The moon went behind a cloud. Cool wind blew strands of black hair across her face. Melina opened her eyes . . . eyes that were a thousand years old . . . and looked into the bowl.
Kevin strode down the pebble path to the far reaches of Alicia’s back yard. Smiled when he saw that things were in full-on ‘tiki mode’. There were no electric lights, just the yellow glow of garden torches, throwing the lush foliage into dramatic light and shadow. And of course, the strange, slow, retro music that Alicia loved flowed from hidden speakers.
‘See you got some new tikis.’ Kevin nodded toward one of the carved Polynesian gods, this one a good six feet tall.
Alicia looked up from the grill with a fashion model’s smile. ‘You know I can’t resist them. They’re good luck. And as far as I’m concerned, one can’t have enough good luck.’
‘Well, it looks like you’re about due to win the lottery.’ Kevin surveyed the totems – some only a foot tall, others coming up to wa
ist level – and stopped counting at eight. There were still more, half-hidden by the banana trees and elephant ears, their fierce little faces seeming to move and twist in the flickering torch light.
Kevin pulled out a chair. ‘Where’s this drink you were promising?’
‘Right here.’ Alicia looked as pleased as a little girl as she fetched the drink tray.
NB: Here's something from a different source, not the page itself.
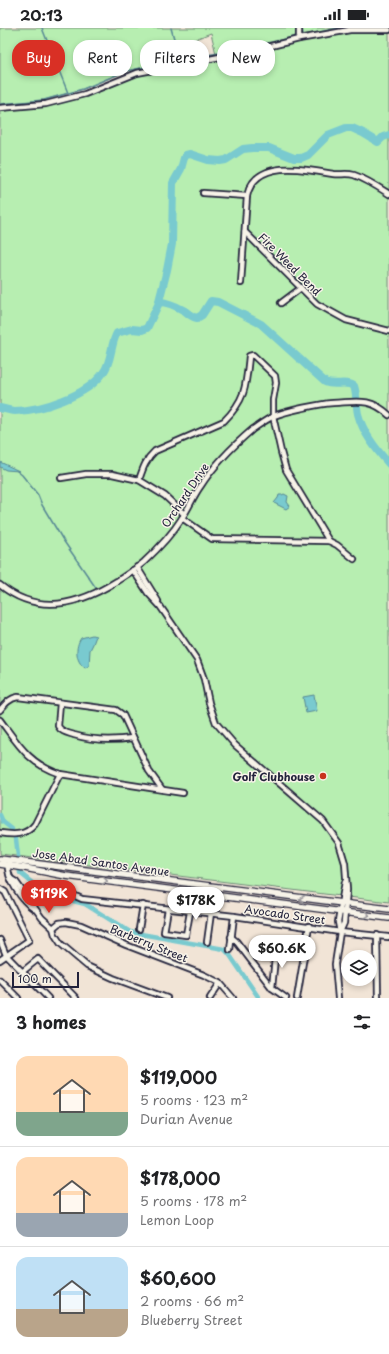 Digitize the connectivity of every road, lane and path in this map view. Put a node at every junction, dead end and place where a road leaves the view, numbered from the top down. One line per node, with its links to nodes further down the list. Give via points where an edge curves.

It contained a pitcher of some red liquid and two black mugs that looked like miniature statues from Easter Island. ‘It’s called “Blood of the Kapu Tiki.”’
‘Ah.’
‘Two kinds of rum, lime juice, orange juice, and . . . other things.’ Alicia finished pouring and garnished the drinks with bright paper umbrellas. Handed one to Kevin. ‘Cheers.’
‘Cheers, baby. To us.’
‘Us. Tiger.’
Kevin raised his eyebrows at the taste. Tart. Delicious. Lethal. His next sip took the drink down to the halfway mark.
Alicia smiled. ‘Better watch yourself. These things are deadly.’
‘Kiddo, you’re talking to a boozer from way back.’ Kevin reached for the pitcher.
‘Cigar?’ Alicia opened a mahogany humidor.
Kevin selected a panatela and lit up, watched with a smile as Alicia went back to the grill. She knew how to treat a man, that was for sure. No nagging, no drag-assing around the house, no moaning about how tired she was after a hard day of work. And always taking care to make sure she never gained so much as an ounce.
Unlike Melina.
Kevin blew out a plume of smoke and sat back with a sigh. The hidden garden speakers hummed with a mysterious jungle of choruses and exquisite vibraphonic syncopation. One of the tikis looked at him with wide, angry eyes and a mouth full of dagger-like teeth.
Poor Melina, Kevin thought. Her heart was in the right place, but she just didn’t have what it took to be the wife of an important man. He was too stupid to understand this when he was twenty-two, but now that ten years had passed he could see how the right wife was crucial to an ambitious man’s career. Bill Allingsway, the senior partner, had that sort of wife. Beautiful, smart, able to throw parties that attracted famous politicians and famous artists. And as for the other side of the coin, one only had to consider poor old Sam Kovacks. He’d really blown it with his new wife. Young enough to be his granddaughter, dumb as a hammer, and saddled with a set of enormous fake breasts. It had everyone laughing behind Kovacks’ back. And despite all his years at the firm, suddenly the juicy cases weren’t coming Kovacks’ way anymore.